I had a similar experience last summer, my birthday weekend actually, where I got in touch with feelings regarding the death of my grandmother. My grandma, who I was extremely close to when I was younger (closer than to my own mother, in fact), died when I was thirteen. However, any feelings of sadness in relation to her death are absent from my mind. Additionally, any feelings of love and connection to her are also missing from my mind. When I think of her I feel absolutely nothing. Which is a tragedy unto itself.
One afternoon last year, I became a broken teenager mourning my grandmothers death. I spent several hours on the phone with my therapist balling, sobbing, telling her, “I miss my grandma, I miss my grandma. Why did she have to die.” As though she had just died days ago. That’s how real and how raw those emotions were.
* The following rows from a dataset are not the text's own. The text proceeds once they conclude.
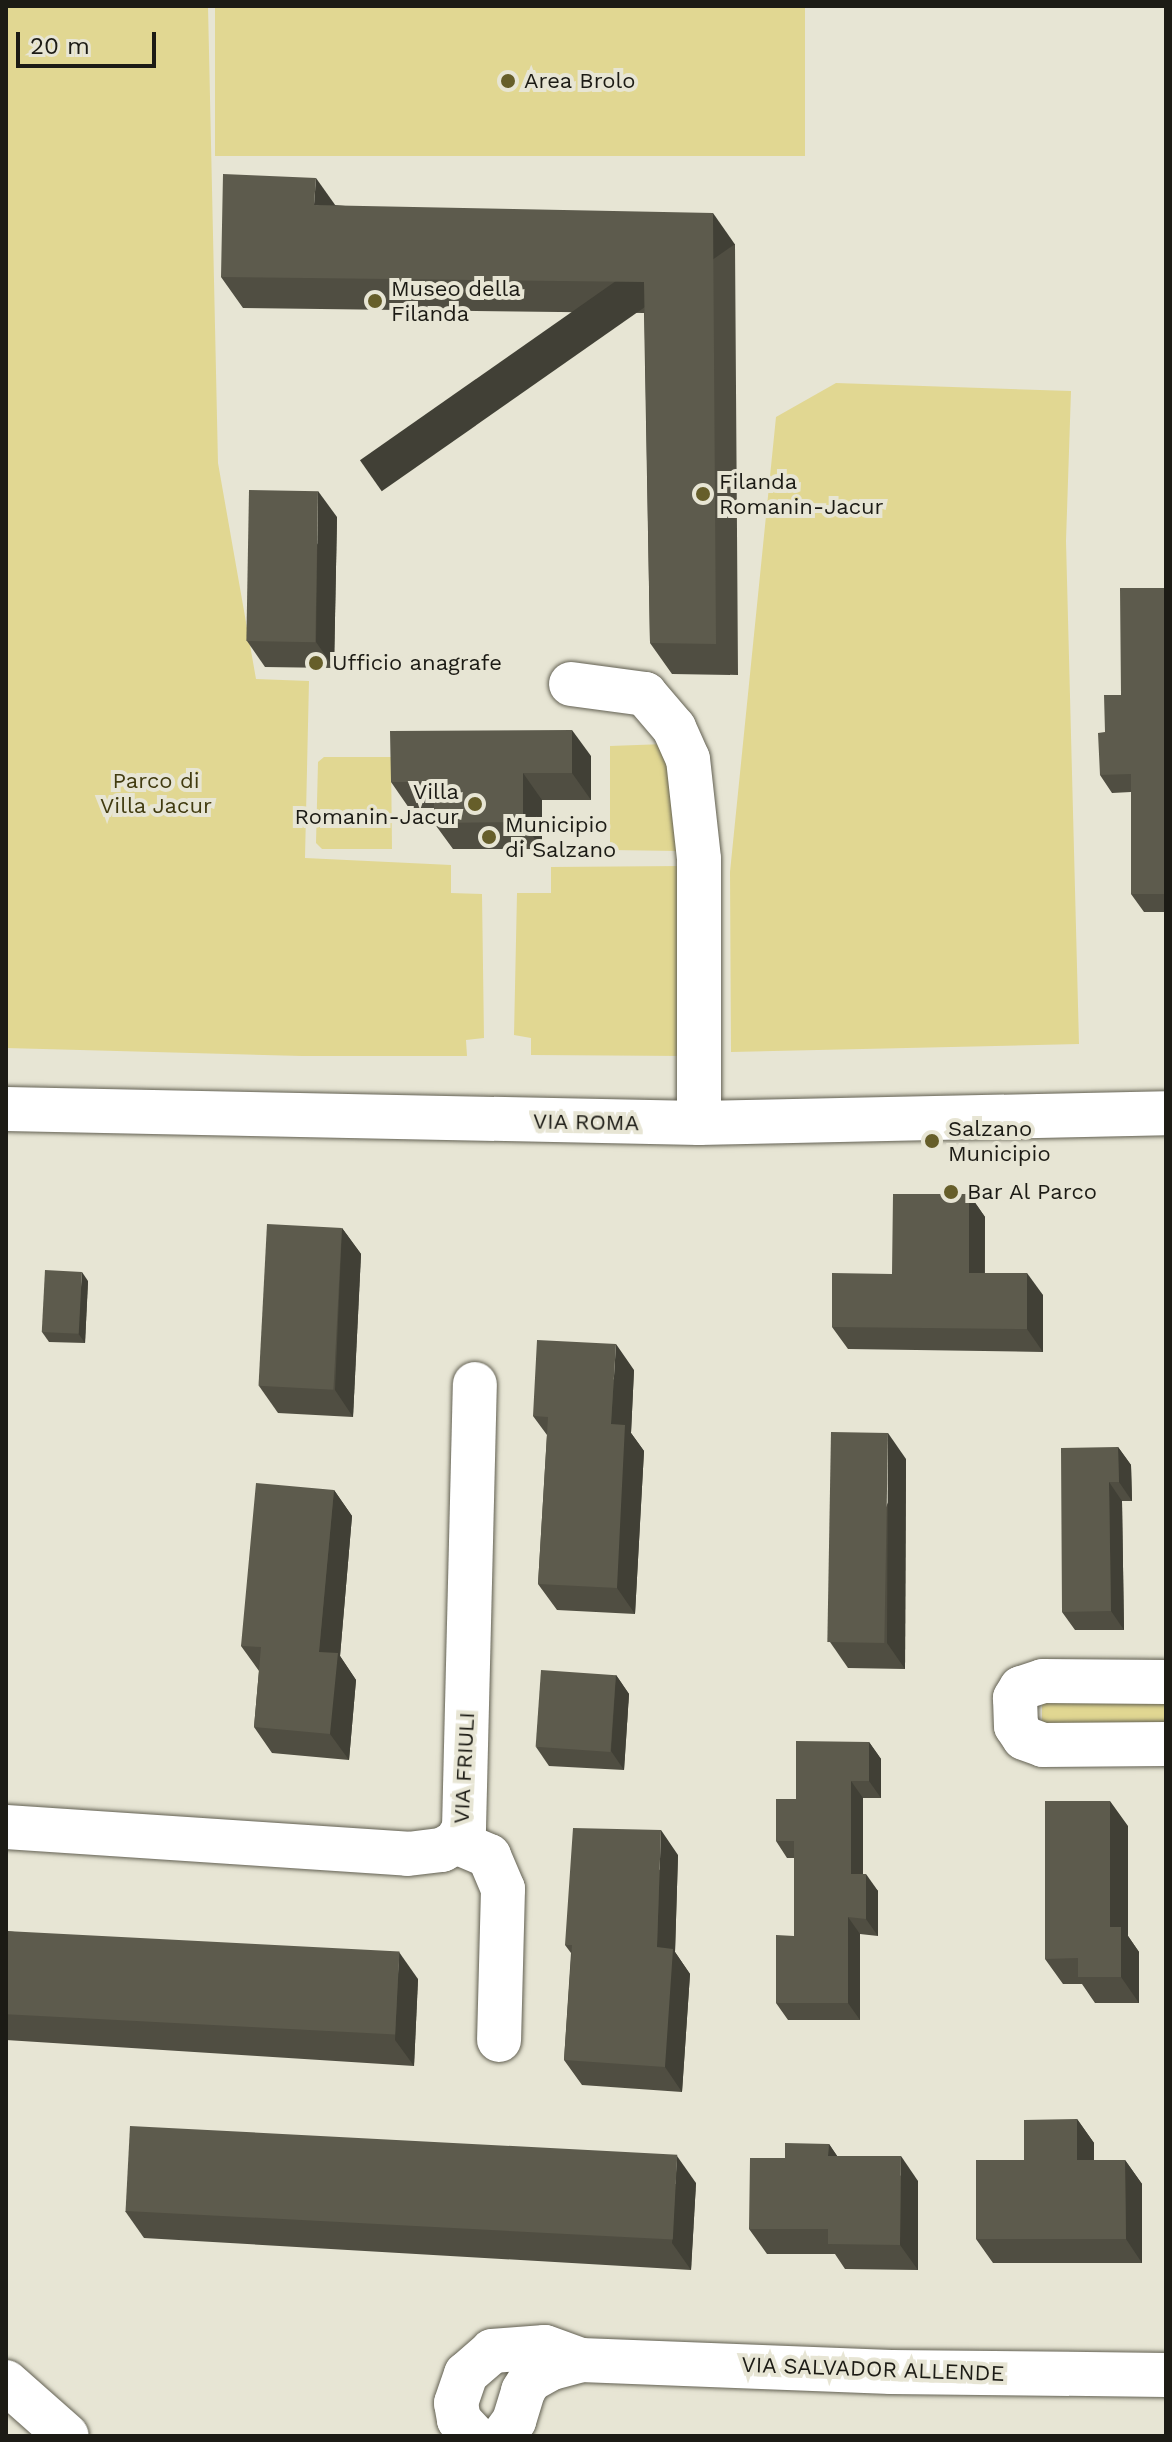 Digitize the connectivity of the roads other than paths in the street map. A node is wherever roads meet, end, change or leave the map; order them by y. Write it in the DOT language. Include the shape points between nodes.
graph roads {
  1 [pos="571,684"];
  2 [pos="6,1109"];
  3 [pos="1166,1113"];
  4 [pos="699,1123"];
  5 [pos="475,1384"];
  6 [pos="1166,1682"];
  7 [pos="1166,1744"];
  8 [pos="6,1827"];
  9 [pos="456,1842"];
  10 [pos="499,2040"];
  11 [pos="581,2360"];
  12 [pos="1166,2375"];
  13 [pos="6,2382"];
  14 [pos="67,2436"];
  15 [pos="474,2436"];
  16 [pos="503,2436"];
  1 -- 4 [label="street" via="645,694 674,728 688,759 699,859"];
  2 -- 4 [label="street, VIA ROMA"];
  3 -- 4 [label="street, VIA ROMA"];
  5 -- 9 [label="street, VIA FRIULI" via="464,1828"];
  6 -- 7 [label="street" via="1043,1681 1021,1688 1015,1698 1016,1726 1024,1738 1043,1745"];
  8 -- 9 [label="street, VIA FRIULI" via="408,1854 442,1850"];
  9 -- 10 [label="street" via="489,1856 503,1889"];
  11 -- 12 [label="street, VIA SALVADOR ALLENDE" via="891,2372"];
  11 -- 15 [label="street" via="545,2347 492,2351 466,2374 456,2403 459,2420"];
  11 -- 16 [label="street" via="530,2380"];
  13 -- 14 [label="street"];
} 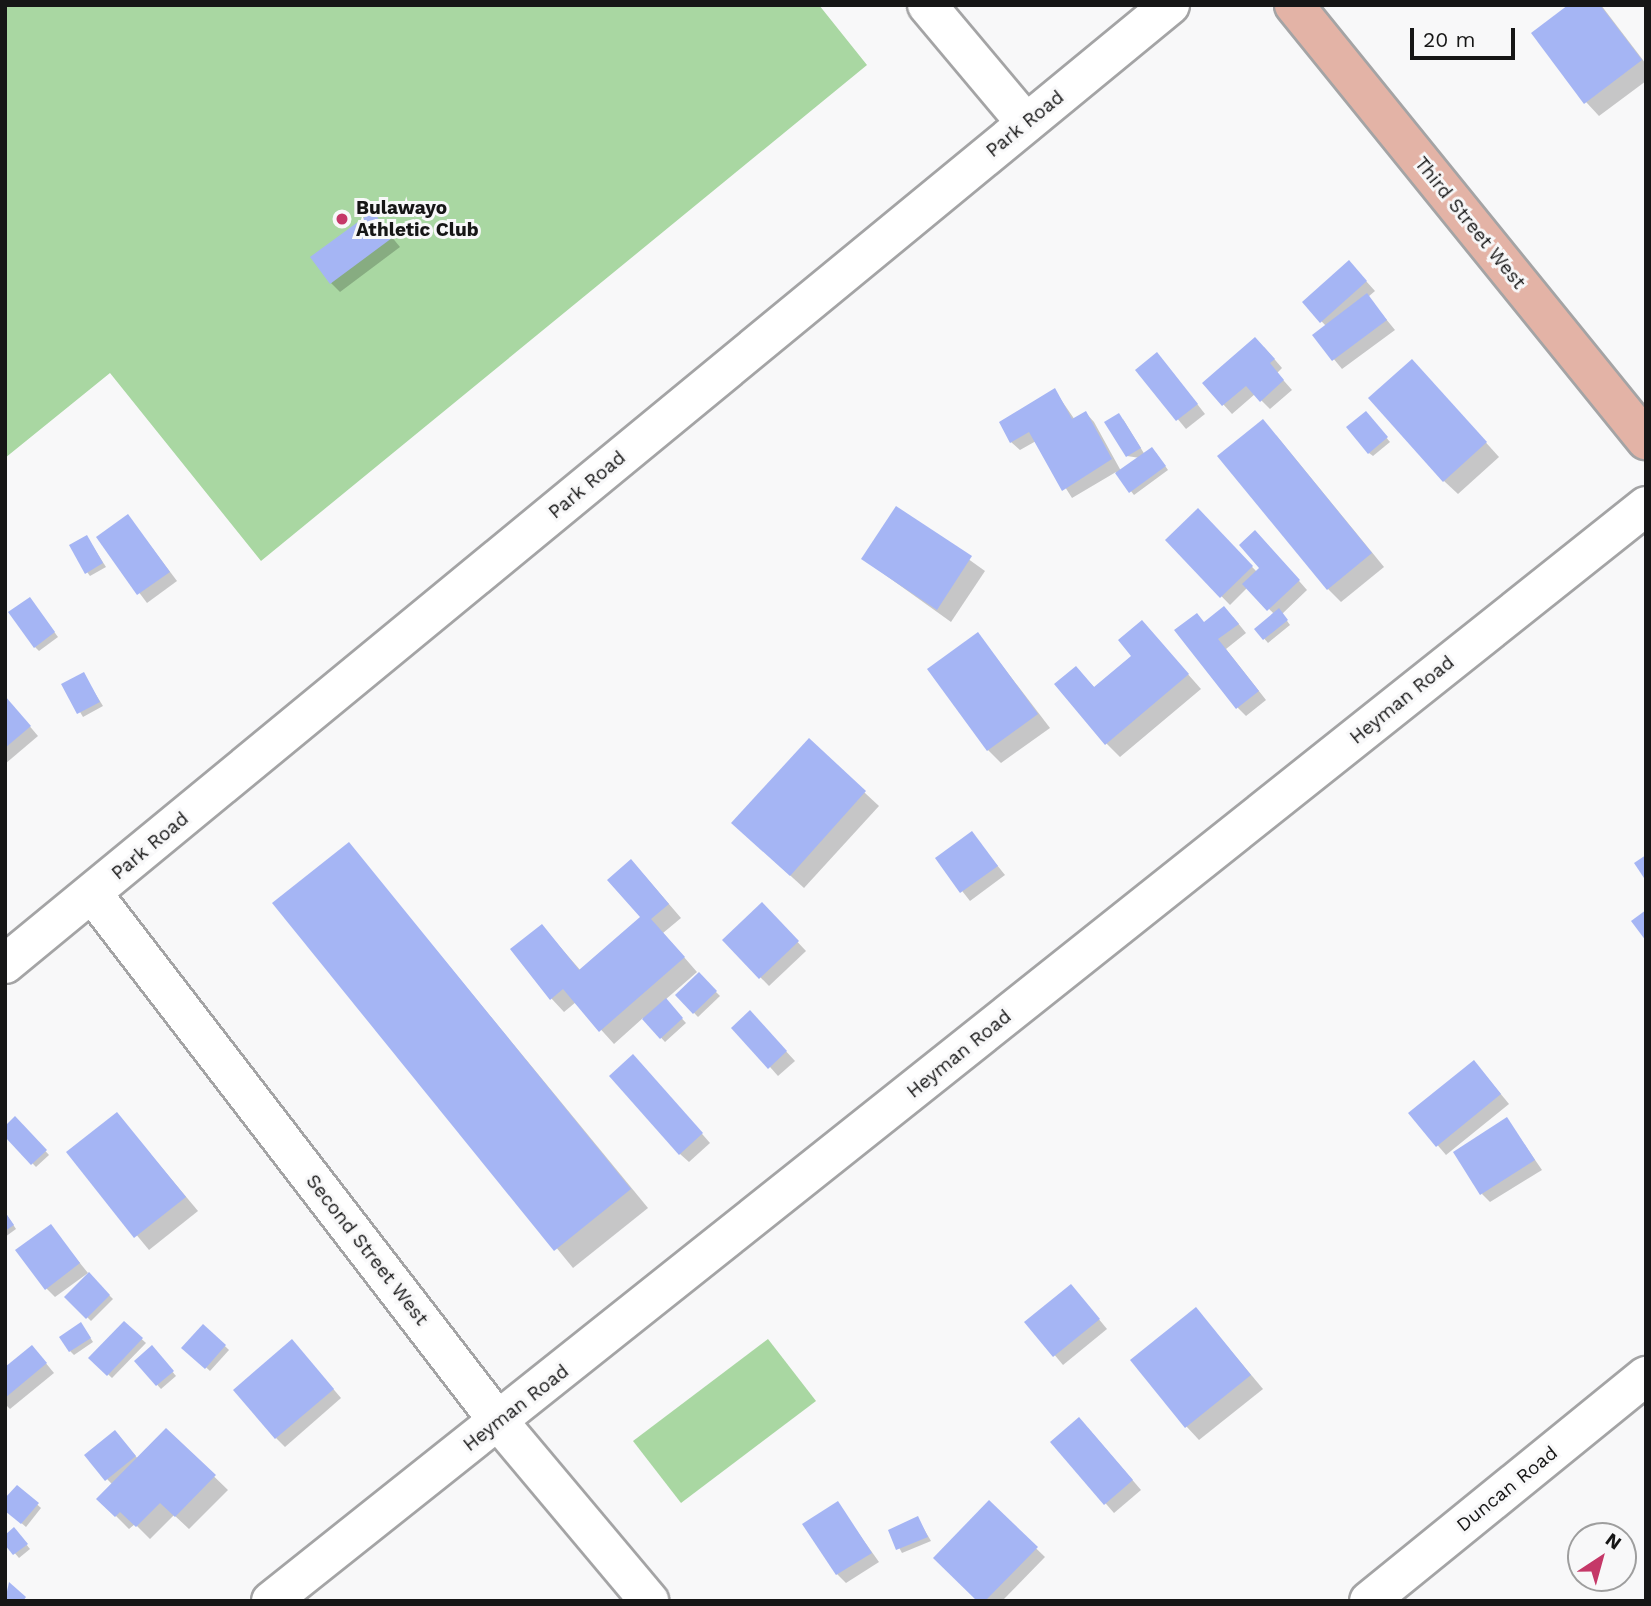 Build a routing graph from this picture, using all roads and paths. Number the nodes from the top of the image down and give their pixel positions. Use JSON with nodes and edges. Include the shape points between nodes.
{"nodes":[{"id":1,"x":927,"y":5,"type":"edge"},
{"id":2,"x":1170,"y":5,"type":"edge"},
{"id":3,"x":1294,"y":5,"type":"edge"},
{"id":4,"x":1026,"y":123,"type":"junction"},
{"id":5,"x":1646,"y":440,"type":"edge"},
{"id":6,"x":1646,"y":506,"type":"edge"},
{"id":7,"x":92,"y":893,"type":"junction"},
{"id":8,"x":5,"y":964,"type":"edge"},
{"id":9,"x":1646,"y":1376,"type":"edge"},
{"id":10,"x":499,"y":1422,"type":"junction"},
{"id":11,"x":271,"y":1601,"type":"edge"},
{"id":12,"x":649,"y":1601,"type":"edge"},
{"id":13,"x":1369,"y":1601,"type":"edge"}],
"edges":[{"from":1,"to":4,"type":"street"},
{"from":2,"to":4,"type":"street","name":"Park Road"},
{"from":3,"to":5,"type":"main road","name":"Third Street West"},
{"from":4,"to":7,"type":"street","name":"Park Road"},
{"from":6,"to":10,"type":"street","name":"Heyman Road"},
{"from":7,"to":8,"type":"street","name":"Park Road"},
{"from":7,"to":10,"type":"street","name":"Second Street West"},
{"from":9,"to":13,"type":"street","name":"Duncan Road"},
{"from":10,"to":11,"type":"street","name":"Heyman Road"},
{"from":10,"to":12,"type":"street","name":"Second Street West"}]}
After having spent two days in bed, crying for my grandmother, I continued on with my life as though those two days had never happened. I was completely detached and disconnected from it. Those feelings, that younger-feeling part of me, that state, had come on like a wave, and it had left like a wave, leaving me in pretty much the same place as before it came.
In some ways, I wish I could be more in touch with my feelings. Sometimes my lack of connection with people and places of my past leads me to feel empty, hollow; like a shell; like a phony. Because I can tell people how much I love them, and I can tell people how much I miss them, but when I really think about it… do I? How do you know, if those feelings are perpetually just beyond your reach, somewhere in the periphery of your mind where your conscious self doesn’t have access.
Whitney, thank you for all you have given me. For your life, for your enthusiasm, for your charisma, for your music. You died too soon. Way too soon. I wish I could rewind the tape to last night and go back into that sadness and grief that I felt ever so briefly, because your death deserves to be recognized properly, and felt properly. And I wish it could be by me. But… for now I will hold you in my memory, and your songs will be circling in my head, I am sure, for many weeks, and months, and years to come. R.I.P. young soul.